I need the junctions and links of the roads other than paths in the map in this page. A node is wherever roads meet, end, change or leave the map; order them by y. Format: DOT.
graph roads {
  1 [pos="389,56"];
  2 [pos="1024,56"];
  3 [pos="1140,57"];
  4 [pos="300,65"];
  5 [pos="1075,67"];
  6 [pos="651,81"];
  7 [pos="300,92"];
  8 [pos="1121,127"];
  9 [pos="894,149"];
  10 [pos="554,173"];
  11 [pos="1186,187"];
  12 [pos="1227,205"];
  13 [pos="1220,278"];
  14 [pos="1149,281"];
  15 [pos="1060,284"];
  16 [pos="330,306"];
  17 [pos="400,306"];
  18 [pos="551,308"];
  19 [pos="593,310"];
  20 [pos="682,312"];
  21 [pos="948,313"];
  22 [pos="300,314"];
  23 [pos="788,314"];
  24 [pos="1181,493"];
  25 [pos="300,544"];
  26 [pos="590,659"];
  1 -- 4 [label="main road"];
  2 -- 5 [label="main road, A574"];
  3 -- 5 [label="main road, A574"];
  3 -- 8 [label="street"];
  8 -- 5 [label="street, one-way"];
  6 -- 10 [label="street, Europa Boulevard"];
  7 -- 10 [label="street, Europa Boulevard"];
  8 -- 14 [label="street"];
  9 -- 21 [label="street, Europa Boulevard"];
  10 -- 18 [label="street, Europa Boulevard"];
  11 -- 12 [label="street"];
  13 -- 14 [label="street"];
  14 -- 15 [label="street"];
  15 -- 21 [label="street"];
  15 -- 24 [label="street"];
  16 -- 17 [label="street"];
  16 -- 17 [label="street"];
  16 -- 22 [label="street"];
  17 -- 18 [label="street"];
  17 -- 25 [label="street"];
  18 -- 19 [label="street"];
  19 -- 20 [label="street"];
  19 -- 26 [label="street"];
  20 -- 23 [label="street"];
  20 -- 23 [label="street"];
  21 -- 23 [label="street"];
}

===

§ **WHAT THE TASK ASKS**
Lines with "main" in them: work out how many there are in the listing and give the figure alone.

§ **RESULT FOR THIS EXERCISE**
3